In Iron Council Miéville returns to New Crobuzon with an elegiac paean to Utopian socialism, romantic revolutionaries and the European radical tradition. Miéville has himself been active in left-wing politics in Britain, and knows through university study and street-corner experience whereof he speaks. As a result, Iron Council portrays myriad forms of political dissent, from underground pamphleteering to urban terrorism, from heroic myth-making to the "necessary" murder. Its characters range from the philosophical to the pragmatic to the downright suicidal. To echo the title of Edmund Wilson's classic study of the 19th-century socialist tradition, a tradition culminating in Lenin's famous train journey back to Russia, Iron Council might well be called "To the Perdido Street Station."
Miéville sets up three main narrative threads, two in the present and one in the past. When the book opens, a man is running through Rudewood, hoping to lose the nameless Terminator-like assassin on his trail. Cutter, it turns out, is searching for a gentle visionary named Judah Lowe, who can fabricate immensely strong golems out of nearly any kind of matter. (Judah Lowe's name pays homage to the Rabbi Loewe who made the first golem.) Cutter will accumulate a number of companions as he goes deeper into the outback on his quest for Lowe, the man he loves.
Meanwhile, in New Crobuzon itself, the restless Uri longs to strike a blow for social justice. He participates in a cell of the Runagate Rampant but has come to feel that all his comrades do is talk, talk, talk, unlike the extremist Toro, whose gang acts, even when it's sometimes hard to tell if they are criminals or freedom fighters. Gradually, Uri, like other young men before him, will be drawn ever deeper into the claustrophobic ethos of terrorism and revenge.
Giving meaning to the lives of both these men, and to the city's oppressed and disenfranchised, is the heroic story -- some say myth -- of the Iron Council. More than 20 years earlier, the TRT corporation started to build a railroad around the world. Exploiting the Remade (humans gruesomely altered as punishment for relatively venial crimes or unpopular political opinions), various humanoid species (cactuslike men, flying wyrmen) and some whole humans, the railroad had pushed its way into the wilds, heedless of both the indigenous peoples and the environment. But a strike for back pay unexpectedly leads to armed struggle and the eventual establishment of a workers' commune. Its driving force is the charismatic and eloquent Ann-Hari, a representative of the railroad's camp followers (and a former lover of Judah Lowe's). Think Flora Tristan, Rosa Luxemburg, La Passionara, Evita.

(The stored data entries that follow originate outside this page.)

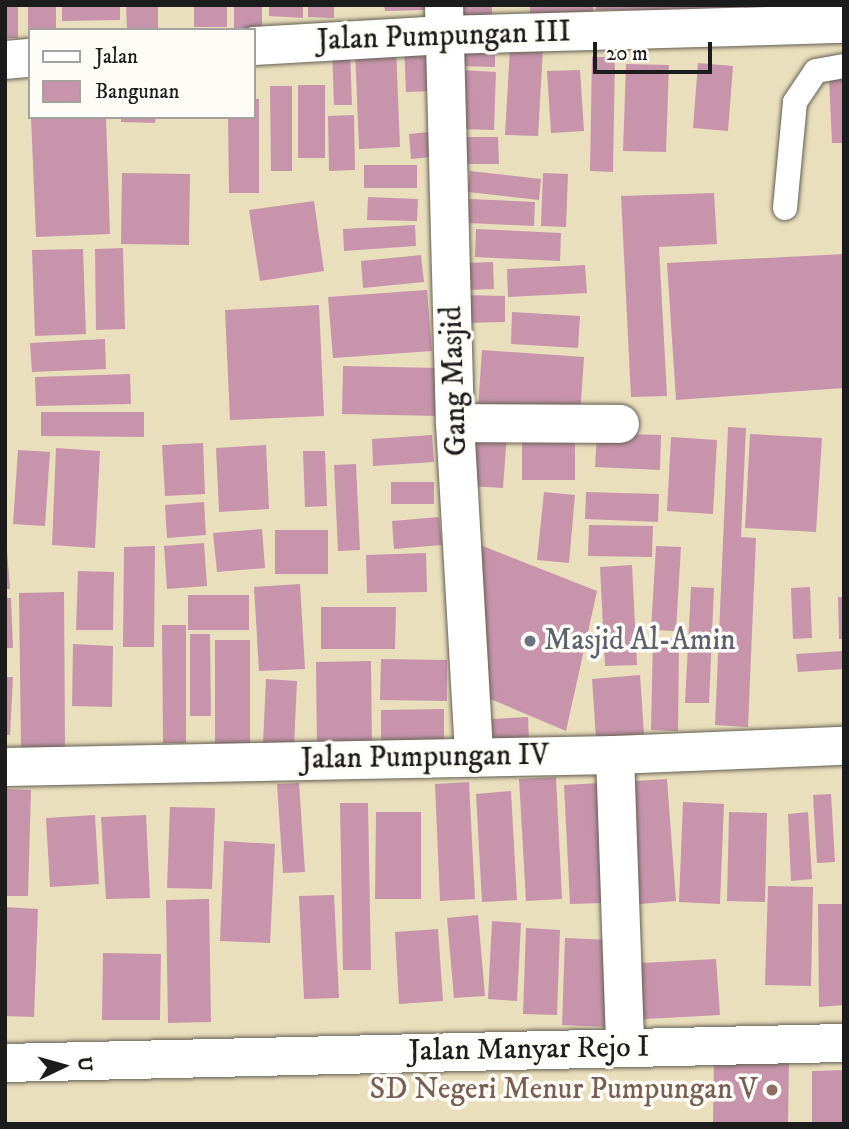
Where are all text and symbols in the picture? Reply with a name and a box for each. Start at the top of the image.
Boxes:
street label: Jalan Pumpungan III [316,15,572,59]
legend [28,28,256,119]
scale bar [597,28,716,72]
text: 20 m [606,41,648,67]
text: Jalan [95,44,138,70]
text: Bangunan [95,79,179,105]
street label: Gang Masjid [434,305,476,457]
place label: Masjid Al-Amin [544,623,736,659]
marker: Masjid Al-Amin [522,633,538,649]
street label: Jalan Pumpungan IV [300,738,550,778]
street label: Jalan Manyar Rejo I [408,1030,650,1070]
north arrow [28,1031,98,1101]
text: U [72,1056,97,1072]
place label: SD Negeri Menur Pumpungan V [370,1072,758,1108]
marker: SD Negeri Menur Pumpungan V [764,1082,780,1098]

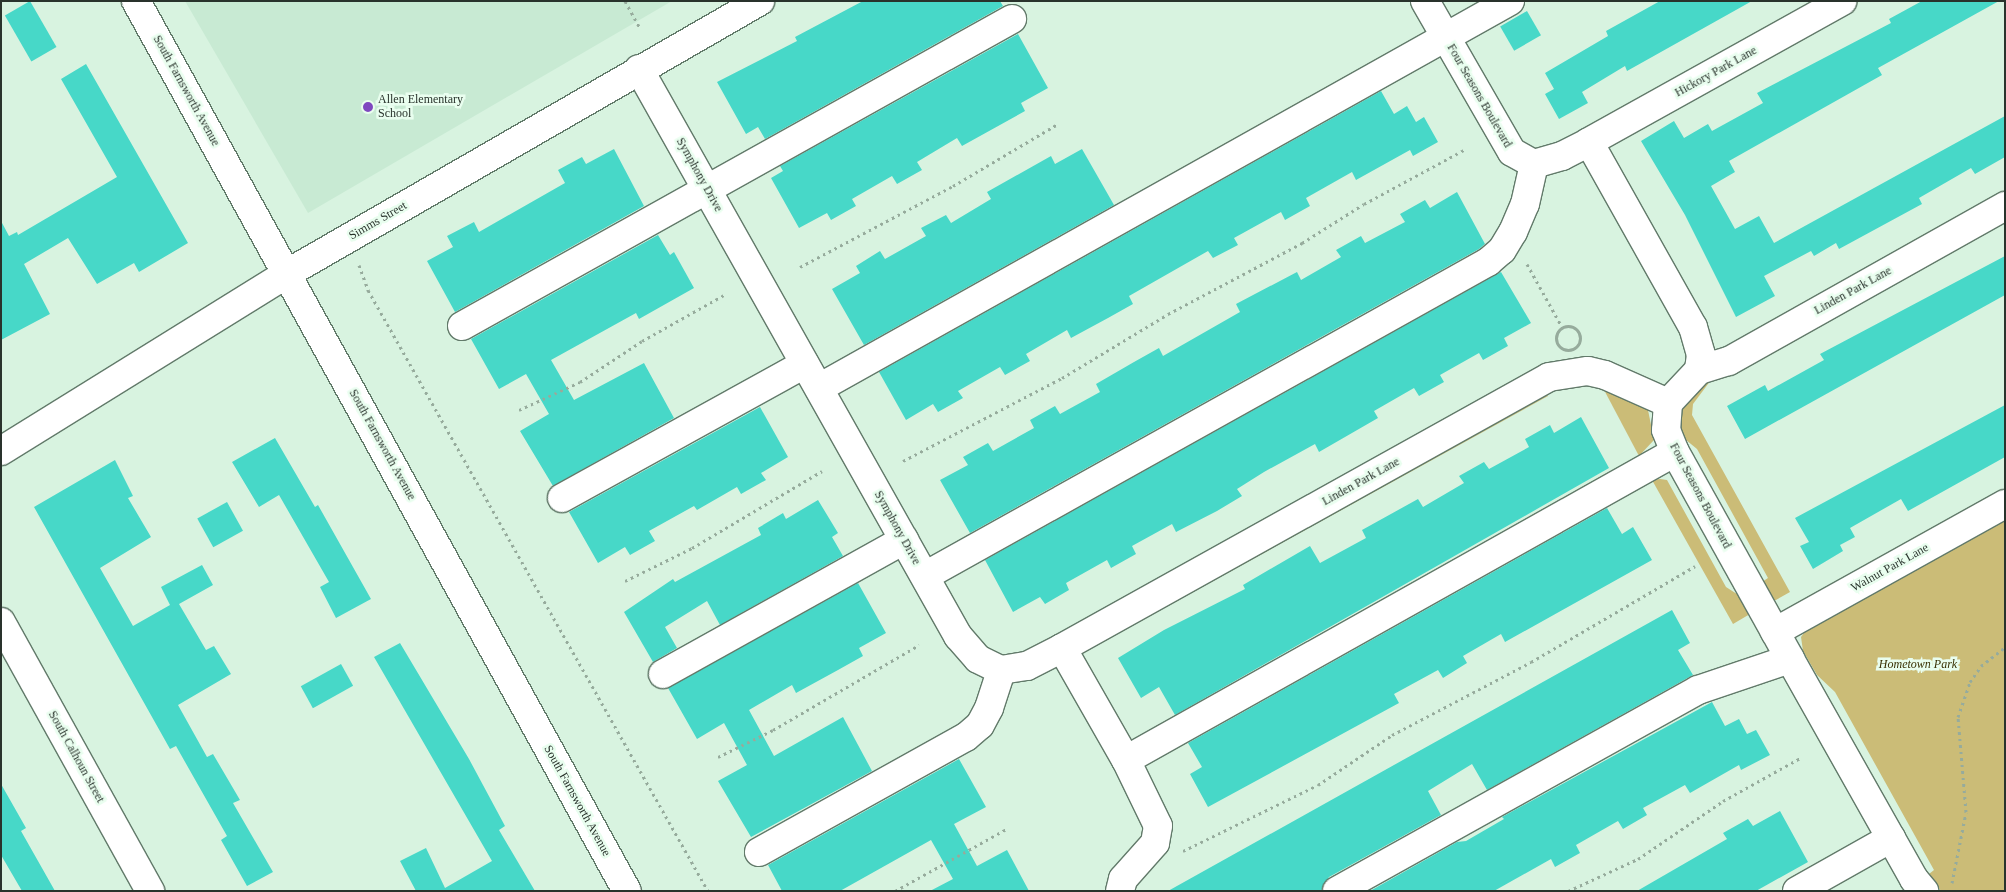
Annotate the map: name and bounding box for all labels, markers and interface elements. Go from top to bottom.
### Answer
street label: South Farnsworth Avenue [149,33,223,149]
street label: Four Seasons Boulevard [1443,42,1515,150]
street label: Hickory Park Lane [1673,44,1759,100]
place label: Allen Elementary School [378,93,463,121]
marker: Allen Elementary School [362,101,374,113]
street label: Symphony Drive [673,136,725,214]
street label: Simms Street [347,199,409,243]
street label: Linden Park Lane [1812,264,1894,318]
street label: South Farnsworth Avenue [345,387,419,503]
street label: Four Seasons Boulevard [1666,441,1734,551]
street label: Linden Park Lane [1320,455,1402,509]
street label: Symphony Drive [871,489,923,567]
street label: Walnut Park Lane [1849,541,1931,595]
park label: Hometown Park [1879,658,1957,672]
street label: South Calhoun Street [45,709,107,805]
street label: South Farnsworth Avenue [540,743,614,859]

Ann-Hari realizes that the one force that binds this disparate group of workers together is the great train that supplies them with food, lodging and protection. Rather than flee into the hills when the New Crobuzon militia attacks, she persuades her comrades and sisters to fight and, when they win, to build their community around the steam locomotive. And so is born a perpetual train, moving ever deeper into unknown territory, its citizens laying down rails before them as they take up those behind. The nomadic rebels endure, and the rumor of their promethean achievement reaches back to New Crobuzon. These one-time whores, slaves and misfits pass into legend. They become the Iron Council.
Judah Lowe is one of the original Councillors, and his golemic skills help preserve the train and its people from numerous threats. But eventually he recognizes that his calling is to go back to New Crobuzon and spread the story and rallying cry of Iron Council, this locus of long-deferred hopes and dreams.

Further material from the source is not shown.